Maude Marquis-Bissonnette (candidate à Gatineau), Stéphane Boyer (Laval) et Catherine Fournier (Longueuil) étaient toujours à l’école lors des fusions municipales de 2002. Ils venaient tout juste d’obtenir le droit de vote lorsque tout le Québec parlait de corruption et de collusion, en 2009.

Le trio s’estime maintenant prêt à gérer des municipalités qui comptent des milliers d’employés et des centaines de milliers d’habitants. Et ils mènent tous trois dans les sondages.

« On est vraiment une nouvelle génération », fait valoir Maude Marquis-Bissonnette. « Je le disais à la blague, mais on n’est pas la vieille gang.

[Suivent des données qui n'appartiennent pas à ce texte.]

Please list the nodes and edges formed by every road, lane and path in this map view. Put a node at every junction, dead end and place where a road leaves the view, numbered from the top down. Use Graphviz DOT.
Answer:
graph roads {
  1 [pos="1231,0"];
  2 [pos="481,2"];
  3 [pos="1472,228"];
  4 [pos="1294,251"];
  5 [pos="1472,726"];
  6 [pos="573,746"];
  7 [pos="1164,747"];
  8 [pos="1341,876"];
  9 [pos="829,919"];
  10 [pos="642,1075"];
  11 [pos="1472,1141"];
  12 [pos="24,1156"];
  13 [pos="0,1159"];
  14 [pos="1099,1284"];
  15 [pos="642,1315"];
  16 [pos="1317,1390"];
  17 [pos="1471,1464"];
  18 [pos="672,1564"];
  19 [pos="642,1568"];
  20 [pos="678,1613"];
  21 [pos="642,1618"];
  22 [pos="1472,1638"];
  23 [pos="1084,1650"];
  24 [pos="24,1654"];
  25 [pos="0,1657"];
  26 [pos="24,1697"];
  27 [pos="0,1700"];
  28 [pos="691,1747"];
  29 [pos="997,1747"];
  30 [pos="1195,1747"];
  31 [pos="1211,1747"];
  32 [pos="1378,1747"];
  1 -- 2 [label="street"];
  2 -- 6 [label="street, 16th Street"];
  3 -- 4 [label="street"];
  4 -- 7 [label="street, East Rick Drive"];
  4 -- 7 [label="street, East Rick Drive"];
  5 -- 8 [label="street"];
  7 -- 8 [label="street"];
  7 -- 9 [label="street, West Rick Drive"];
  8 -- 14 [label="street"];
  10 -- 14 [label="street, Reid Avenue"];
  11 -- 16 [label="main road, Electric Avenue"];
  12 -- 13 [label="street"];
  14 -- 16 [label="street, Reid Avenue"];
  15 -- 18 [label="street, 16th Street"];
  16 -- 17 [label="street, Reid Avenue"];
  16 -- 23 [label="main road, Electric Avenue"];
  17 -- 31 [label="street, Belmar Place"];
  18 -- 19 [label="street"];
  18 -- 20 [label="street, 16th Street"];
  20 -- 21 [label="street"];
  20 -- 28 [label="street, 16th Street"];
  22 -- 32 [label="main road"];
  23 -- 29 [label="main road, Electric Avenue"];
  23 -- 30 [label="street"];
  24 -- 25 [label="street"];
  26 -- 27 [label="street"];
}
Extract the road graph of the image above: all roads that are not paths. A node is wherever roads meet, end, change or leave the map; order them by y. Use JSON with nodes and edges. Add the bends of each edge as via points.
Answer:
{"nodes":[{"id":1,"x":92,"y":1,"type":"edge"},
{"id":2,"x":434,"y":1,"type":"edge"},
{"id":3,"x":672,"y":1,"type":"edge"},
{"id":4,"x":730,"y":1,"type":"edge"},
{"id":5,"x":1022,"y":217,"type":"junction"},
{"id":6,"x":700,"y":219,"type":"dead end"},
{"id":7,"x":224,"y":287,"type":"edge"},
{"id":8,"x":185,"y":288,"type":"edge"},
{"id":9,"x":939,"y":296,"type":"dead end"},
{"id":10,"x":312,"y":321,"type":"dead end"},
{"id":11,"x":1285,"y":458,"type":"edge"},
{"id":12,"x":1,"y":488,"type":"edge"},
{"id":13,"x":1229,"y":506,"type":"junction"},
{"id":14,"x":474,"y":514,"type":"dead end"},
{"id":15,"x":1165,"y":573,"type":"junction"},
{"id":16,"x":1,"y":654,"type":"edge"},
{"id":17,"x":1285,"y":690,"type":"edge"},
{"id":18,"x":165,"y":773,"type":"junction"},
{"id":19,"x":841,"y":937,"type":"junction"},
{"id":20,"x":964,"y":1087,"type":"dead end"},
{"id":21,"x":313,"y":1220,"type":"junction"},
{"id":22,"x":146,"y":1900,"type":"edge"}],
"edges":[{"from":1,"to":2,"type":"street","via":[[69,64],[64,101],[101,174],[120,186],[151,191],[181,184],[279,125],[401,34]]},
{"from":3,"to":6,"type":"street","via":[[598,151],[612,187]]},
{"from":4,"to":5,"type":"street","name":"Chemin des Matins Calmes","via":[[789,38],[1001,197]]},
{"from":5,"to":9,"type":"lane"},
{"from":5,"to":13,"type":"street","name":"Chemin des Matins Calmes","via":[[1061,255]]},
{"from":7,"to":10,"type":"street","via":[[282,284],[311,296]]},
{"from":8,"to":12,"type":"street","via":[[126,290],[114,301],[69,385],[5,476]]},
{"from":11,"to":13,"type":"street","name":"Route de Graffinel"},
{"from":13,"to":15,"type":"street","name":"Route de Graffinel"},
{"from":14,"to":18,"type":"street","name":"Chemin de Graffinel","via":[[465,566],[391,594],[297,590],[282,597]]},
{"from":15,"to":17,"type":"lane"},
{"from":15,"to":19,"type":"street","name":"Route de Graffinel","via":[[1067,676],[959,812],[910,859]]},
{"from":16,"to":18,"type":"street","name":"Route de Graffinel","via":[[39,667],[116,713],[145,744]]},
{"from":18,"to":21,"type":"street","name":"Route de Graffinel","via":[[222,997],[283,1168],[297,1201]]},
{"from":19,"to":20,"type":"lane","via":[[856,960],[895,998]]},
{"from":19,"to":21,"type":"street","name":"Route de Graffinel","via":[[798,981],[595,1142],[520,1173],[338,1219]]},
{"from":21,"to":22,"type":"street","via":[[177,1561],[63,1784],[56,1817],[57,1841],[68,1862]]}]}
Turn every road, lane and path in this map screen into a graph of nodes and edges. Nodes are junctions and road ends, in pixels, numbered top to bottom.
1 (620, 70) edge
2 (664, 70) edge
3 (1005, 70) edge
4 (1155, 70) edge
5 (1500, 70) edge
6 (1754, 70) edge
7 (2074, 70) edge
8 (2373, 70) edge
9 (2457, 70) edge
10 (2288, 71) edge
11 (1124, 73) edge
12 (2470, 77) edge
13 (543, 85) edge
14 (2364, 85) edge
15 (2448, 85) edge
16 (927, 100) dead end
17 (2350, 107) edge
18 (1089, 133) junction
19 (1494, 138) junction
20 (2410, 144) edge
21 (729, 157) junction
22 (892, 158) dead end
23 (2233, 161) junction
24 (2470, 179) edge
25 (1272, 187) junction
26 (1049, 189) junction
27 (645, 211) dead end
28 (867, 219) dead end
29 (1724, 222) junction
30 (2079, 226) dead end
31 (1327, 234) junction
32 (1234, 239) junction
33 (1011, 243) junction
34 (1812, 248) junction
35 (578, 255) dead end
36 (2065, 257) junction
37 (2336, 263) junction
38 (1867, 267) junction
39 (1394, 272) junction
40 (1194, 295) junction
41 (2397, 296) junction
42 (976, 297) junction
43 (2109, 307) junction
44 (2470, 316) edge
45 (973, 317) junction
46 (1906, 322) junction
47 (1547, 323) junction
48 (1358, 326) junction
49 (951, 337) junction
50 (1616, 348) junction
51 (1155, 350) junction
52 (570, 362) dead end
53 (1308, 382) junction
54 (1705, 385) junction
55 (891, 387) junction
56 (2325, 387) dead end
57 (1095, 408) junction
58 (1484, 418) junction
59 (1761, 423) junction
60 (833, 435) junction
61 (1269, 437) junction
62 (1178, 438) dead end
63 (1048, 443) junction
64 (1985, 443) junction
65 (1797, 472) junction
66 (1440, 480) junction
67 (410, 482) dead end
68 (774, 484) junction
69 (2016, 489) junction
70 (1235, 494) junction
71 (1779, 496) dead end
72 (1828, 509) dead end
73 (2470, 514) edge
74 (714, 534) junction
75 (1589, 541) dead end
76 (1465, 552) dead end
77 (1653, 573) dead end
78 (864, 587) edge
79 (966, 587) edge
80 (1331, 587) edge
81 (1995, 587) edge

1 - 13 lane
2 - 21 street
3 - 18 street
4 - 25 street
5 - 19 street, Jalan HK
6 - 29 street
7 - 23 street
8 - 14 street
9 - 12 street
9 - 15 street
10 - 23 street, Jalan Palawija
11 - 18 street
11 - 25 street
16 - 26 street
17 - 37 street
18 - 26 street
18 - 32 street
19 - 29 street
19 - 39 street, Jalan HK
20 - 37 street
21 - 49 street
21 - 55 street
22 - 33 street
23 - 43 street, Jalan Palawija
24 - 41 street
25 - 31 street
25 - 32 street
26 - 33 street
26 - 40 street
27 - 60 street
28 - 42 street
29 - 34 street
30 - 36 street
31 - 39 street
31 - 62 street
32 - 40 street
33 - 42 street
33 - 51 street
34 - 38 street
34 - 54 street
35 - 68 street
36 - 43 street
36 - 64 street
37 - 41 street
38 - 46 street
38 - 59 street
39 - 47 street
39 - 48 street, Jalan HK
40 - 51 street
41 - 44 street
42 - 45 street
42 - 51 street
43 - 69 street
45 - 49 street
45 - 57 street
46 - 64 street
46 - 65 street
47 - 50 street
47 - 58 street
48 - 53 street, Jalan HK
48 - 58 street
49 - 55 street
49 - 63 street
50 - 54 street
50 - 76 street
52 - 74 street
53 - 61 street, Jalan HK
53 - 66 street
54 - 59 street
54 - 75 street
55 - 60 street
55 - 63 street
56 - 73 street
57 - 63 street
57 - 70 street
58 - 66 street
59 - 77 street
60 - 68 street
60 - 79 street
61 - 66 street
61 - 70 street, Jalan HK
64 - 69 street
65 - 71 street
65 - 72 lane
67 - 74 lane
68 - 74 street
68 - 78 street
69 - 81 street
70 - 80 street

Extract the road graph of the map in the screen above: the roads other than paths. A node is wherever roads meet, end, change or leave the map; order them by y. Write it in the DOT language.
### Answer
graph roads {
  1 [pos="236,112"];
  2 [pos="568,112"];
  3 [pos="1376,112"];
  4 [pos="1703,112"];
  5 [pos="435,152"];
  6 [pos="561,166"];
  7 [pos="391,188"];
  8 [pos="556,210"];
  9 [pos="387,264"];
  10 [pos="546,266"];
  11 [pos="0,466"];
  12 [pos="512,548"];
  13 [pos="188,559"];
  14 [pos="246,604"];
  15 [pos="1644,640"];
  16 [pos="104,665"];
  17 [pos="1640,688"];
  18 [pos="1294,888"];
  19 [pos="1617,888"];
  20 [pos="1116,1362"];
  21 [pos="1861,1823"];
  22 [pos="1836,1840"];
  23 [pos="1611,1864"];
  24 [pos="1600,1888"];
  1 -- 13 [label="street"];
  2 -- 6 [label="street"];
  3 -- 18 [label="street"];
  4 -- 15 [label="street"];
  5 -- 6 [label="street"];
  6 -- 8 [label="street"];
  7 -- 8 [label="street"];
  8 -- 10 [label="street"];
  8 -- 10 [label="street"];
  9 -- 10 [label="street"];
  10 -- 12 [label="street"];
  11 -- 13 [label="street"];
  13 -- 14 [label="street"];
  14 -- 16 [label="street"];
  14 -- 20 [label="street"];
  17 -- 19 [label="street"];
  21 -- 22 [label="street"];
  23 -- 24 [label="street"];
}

On est guidés par des idéaux de changement, on se rejoint tous là-dessus. » Avec l’urgence climatique tout en haut de la liste des priorités à attaquer. « Et la meilleure façon de le faire a été pour nous de nous tourner vers le palier municipal », précise-t-elle.

Charbonneau comme baptême politique

Les trois jeunes trentenaires (ou quasi-trentenaire dans le cas de Catherine Fournier, 29 ans) ont observé de loin, il y a 10 ans, la descente aux enfers du milieu municipal, avec arrestations de maires en série et révélations-chocs.

« On a été socialisés politiquement à une époque où ces enjeux [éthiques] étaient d’actualité », explique Catherine Fournier, qui se rappelle l’« omniprésence » des scandales.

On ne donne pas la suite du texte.